It’s undeniable that operating enterprise networks and applications are growing in complexity. The number of migration projects moving production applications and workloads across different on-premise and hybrid cloud environments are increasing. The number of software updates being deployed is increasing as more enterprise development teams adopt agile, DevOps and/or CI/CD practices. The need to maintain site reliability and user experience in the face of these changes is putting enormous pressure on network and operations teams to improve their efficiency and effectiveness.
In this blog we explore how applying intelligent traffic steering can simplify and de-risk these operational tasks. While most networking teams are familiar with using basic traffic steering policies such as round-robin to improve application performance, the addition of real-time infrastructure data and configurable logic for traffic steering delivers new options for improving productivity.
Introduction to NS1 Filter Chain
The key to operational efficiency is being able to embed intelligent decision-making capabilities within the networking infrastructure itself. To make a decision you need data and logic.
With network and application infrastructure, the data required to make decisions is a mix of fairly static information (e.g., where is this resource located geographically) as well as dynamic information (e.g., is the resource available, is it approaching capacity overload). Dynamic data from existing monitoring apps using APIs is the best way to ensure that decisions are made with real-time information.
The innovative approach NS1 takes is associating metadata with each of the potential DNS responses. That metadata is automatically obtained through our APIs and integrations with solutions such as AWS CloudWatch or DataDog.
The decision-making logic depends on the business requirements of the application and the available information. Most of the time the logic involves sorting the list of DNS responses according to specific criteria (e.g., sort the list of available web servers by capacity) or removing items from the list (e.g., remove web servers marked as unavailable from the list). At NS1 we call these logical units filters.
When NS1 receives a DNS query, we first look up the list of potential answers and then apply Filter Chain to that list before serving an answer. Each filter takes a list of DNS responses as its input, performs a single action using the associated data (e.g. sorting or removing answers), and then passes the modified list to the next filter in the chain. The last filter selects the answer based on the filter criteria and returns it as the best possible answer to your user.
This combination of data and logic enables you to implement custom decision-making logic very easily by chaining together simple, single-purpose algorithms. Having this capability at the DNS layer empowers you with more flexibility in steering enterprise users to application resources than ever before.

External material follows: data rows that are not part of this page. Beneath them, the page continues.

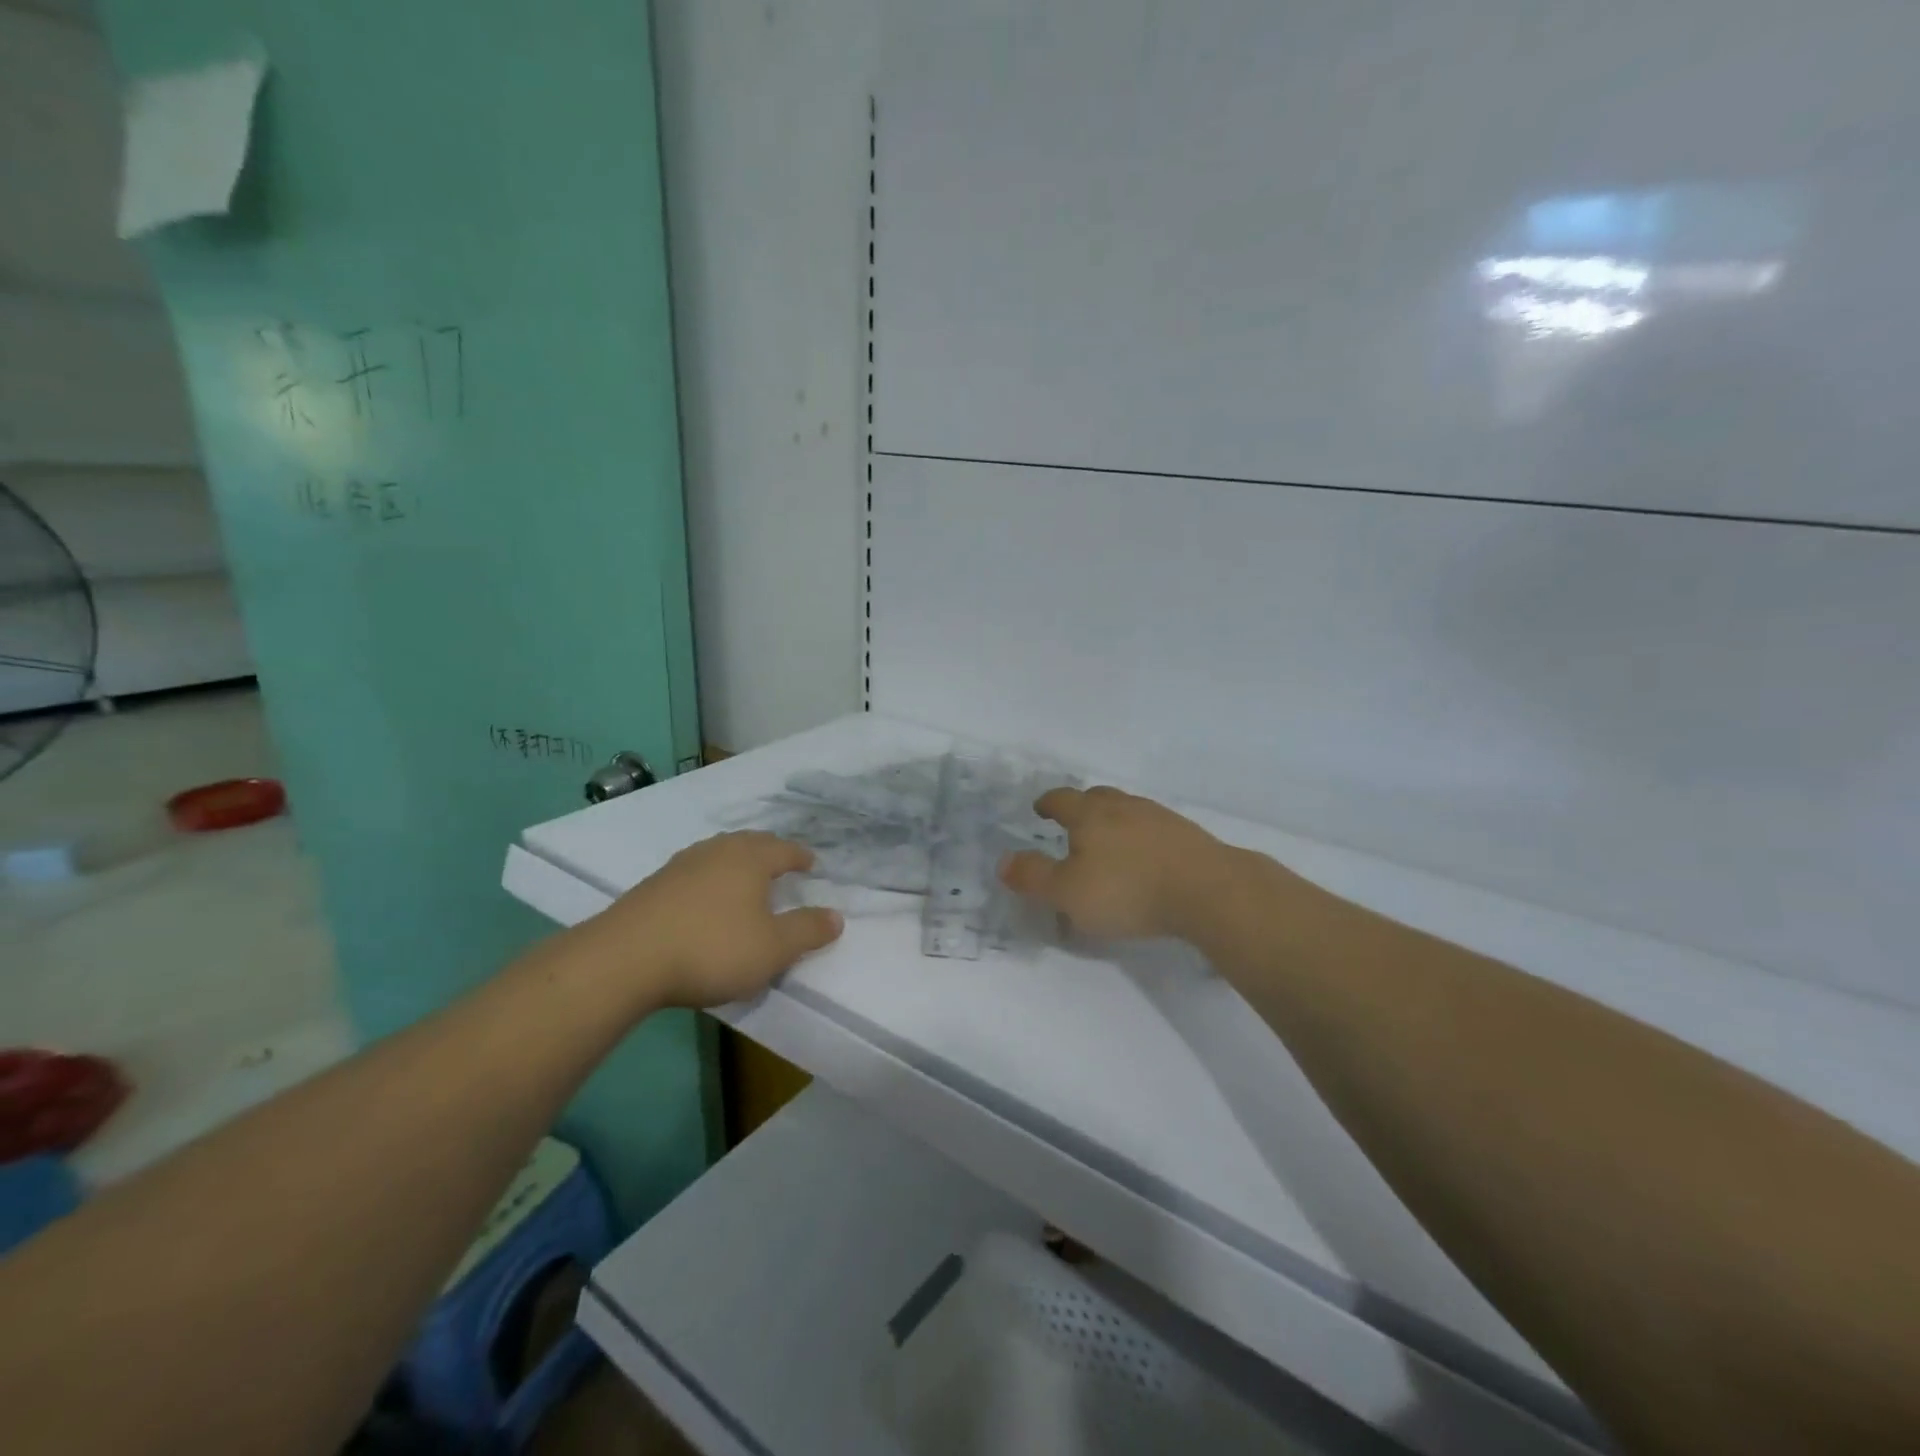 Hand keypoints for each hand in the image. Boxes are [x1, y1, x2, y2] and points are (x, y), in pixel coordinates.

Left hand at [584, 832, 842, 1008]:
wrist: (625, 959)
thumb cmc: (712, 948)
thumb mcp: (773, 948)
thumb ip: (807, 931)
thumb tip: (837, 916)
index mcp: (751, 859)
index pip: (784, 850)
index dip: (800, 856)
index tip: (811, 863)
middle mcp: (717, 852)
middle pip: (750, 843)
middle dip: (769, 851)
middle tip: (781, 862)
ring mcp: (681, 865)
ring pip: (718, 854)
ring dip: (736, 862)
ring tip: (744, 877)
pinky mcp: (653, 885)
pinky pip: (694, 872)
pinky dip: (709, 879)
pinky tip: (704, 898)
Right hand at [999, 786, 1233, 940]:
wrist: (1208, 890)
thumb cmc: (1128, 890)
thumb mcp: (1068, 893)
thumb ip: (1033, 876)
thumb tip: (1003, 861)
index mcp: (1090, 815)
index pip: (1062, 799)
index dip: (1047, 803)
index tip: (1040, 809)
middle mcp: (1123, 807)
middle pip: (1097, 796)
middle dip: (1081, 806)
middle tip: (1072, 822)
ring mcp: (1158, 817)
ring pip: (1127, 809)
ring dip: (1113, 819)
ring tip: (1108, 840)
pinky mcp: (1186, 834)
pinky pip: (1153, 826)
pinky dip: (1141, 835)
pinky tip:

1) Improve site reliability with live data and logic
Site reliability is a critical operational metric for any digital business or service. Traditionally, availability problems would be handled through an incident response process. The monitoring solution would send an alert to the IT service desk. The operations team would triage the event and escalate it to the appropriate teams for resolution. Then teams will gather the data, troubleshoot the problem (which may involve several rounds of finger-pointing across teams) and then implement a fix. All of this takes time, time that customers are impacted by the issue. A common measure of operational efficiency is MTTR (mean time to repair) because the longer it takes to repair a business-impacting issue the more damage it causes the business.

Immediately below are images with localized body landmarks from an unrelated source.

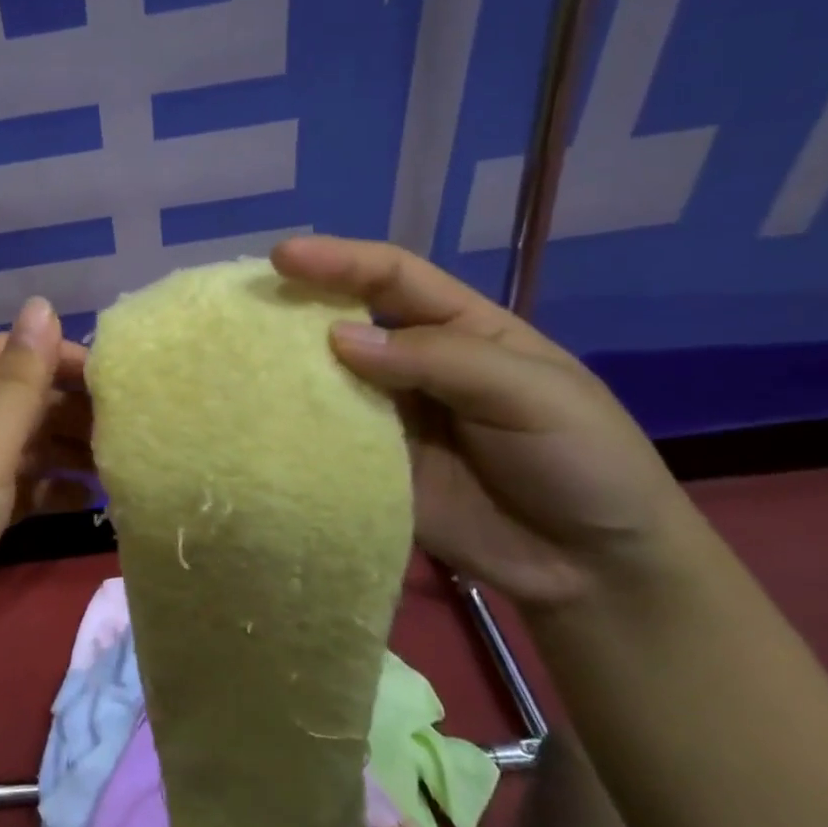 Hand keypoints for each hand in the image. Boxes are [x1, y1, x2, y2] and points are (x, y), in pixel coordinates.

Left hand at [0, 298, 93, 674]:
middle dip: (70, 406)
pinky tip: (89, 501)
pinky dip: (52, 489)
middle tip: (128, 425)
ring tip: (119, 463)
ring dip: (67, 450)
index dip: (55, 355)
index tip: (111, 376)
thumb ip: (17, 380)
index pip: (5, 355)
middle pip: (18, 400)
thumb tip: (42, 302)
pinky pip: (20, 489)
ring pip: (23, 447)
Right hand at [272, 237, 693, 607]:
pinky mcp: (370, 467)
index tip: (284, 257)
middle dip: (296, 305)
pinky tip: (257, 419)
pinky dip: (291, 426)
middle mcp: (413, 363)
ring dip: (284, 367)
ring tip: (233, 358)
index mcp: (459, 327)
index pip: (391, 277)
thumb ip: (440, 359)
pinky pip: (325, 438)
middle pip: (345, 320)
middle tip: (242, 304)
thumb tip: (336, 338)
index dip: (339, 260)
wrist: (593, 569)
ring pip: (326, 379)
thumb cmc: (581, 459)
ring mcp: (387, 416)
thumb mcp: (531, 393) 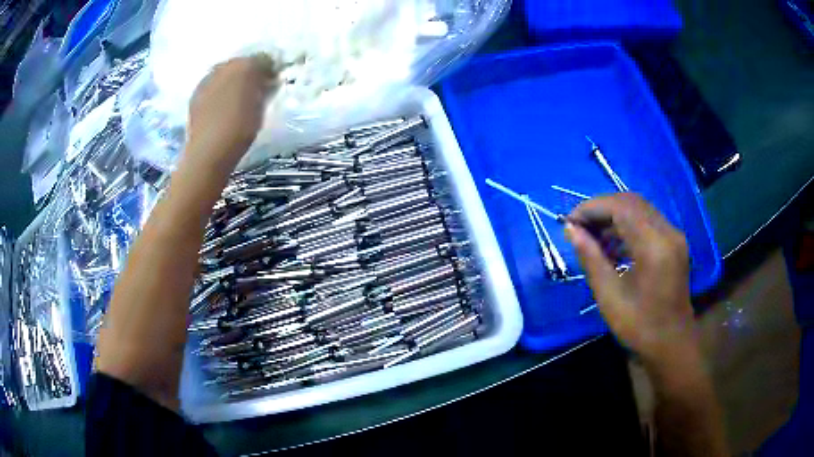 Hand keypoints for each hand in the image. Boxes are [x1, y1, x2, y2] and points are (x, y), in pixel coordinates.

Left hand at [186, 55, 279, 169]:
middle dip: (248, 74)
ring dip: (231, 83)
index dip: (269, 70)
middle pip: (240, 64)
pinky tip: (221, 109)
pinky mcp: (195, 95)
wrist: (209, 150)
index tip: (272, 83)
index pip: (262, 59)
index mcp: (245, 65)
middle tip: (254, 90)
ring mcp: (206, 80)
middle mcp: (224, 66)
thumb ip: (264, 87)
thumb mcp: (261, 105)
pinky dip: (219, 93)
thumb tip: (266, 79)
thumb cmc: (241, 127)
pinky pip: (212, 88)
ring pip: (224, 75)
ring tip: (236, 101)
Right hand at [565, 193, 694, 362]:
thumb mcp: (609, 296)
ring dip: (613, 216)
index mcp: (654, 247)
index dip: (592, 208)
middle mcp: (668, 232)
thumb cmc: (640, 326)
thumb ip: (591, 258)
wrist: (672, 343)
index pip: (620, 207)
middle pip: (630, 202)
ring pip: (639, 209)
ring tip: (591, 237)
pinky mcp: (674, 242)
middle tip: (578, 227)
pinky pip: (647, 221)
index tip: (569, 222)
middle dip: (601, 209)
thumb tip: (571, 230)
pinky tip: (612, 245)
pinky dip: (626, 225)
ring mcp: (674, 235)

NS1 Filter Chain enables network teams to automatically route users to alternative application resources until the problem is resolved, without having to reconfigure Layer 3-4 routing or physical network devices. Why? Because, if a backend server is unavailable, the monitoring solution simultaneously sends data to NS1 through our API to update the metadata to unavailable. The UP filter automatically checks the availability of metadata and removes the IP address from the list of answers. As a result, users are automatically steered to alternatives while IT Operations works to fix the problem. Similarly, when the problem is resolved and the monitoring solution recognizes the resources are back online, NS1’s metadata is updated, the resource that went down becomes a viable option again and user traffic returns to the original routing patterns.
From a user perspective, the application is still available, the business impact is minimized, and IT Operations has breathing room to resolve the issue.
2) Prevent issues proactively with global load balancing
We’ve seen how our UP filters can react quickly to infrastructure issues, now let us look at how we can proactively prevent both availability and performance issues with our global loading balancing capabilities.
The ability to intelligently balance load across multiple data centers or colocation facilities is particularly important if you have hard limits on how much capacity you can handle from a specific location. For example, if you have 10,000 users and there is a sudden 50% increase, having an efficient way to route those new users to data centers with more capacity can prevent overloads and performance brownouts that negatively impact the business. Essentially, as you get closer to the high watermark, the less traffic you want to send to that location – in other words, shed the load to other locations.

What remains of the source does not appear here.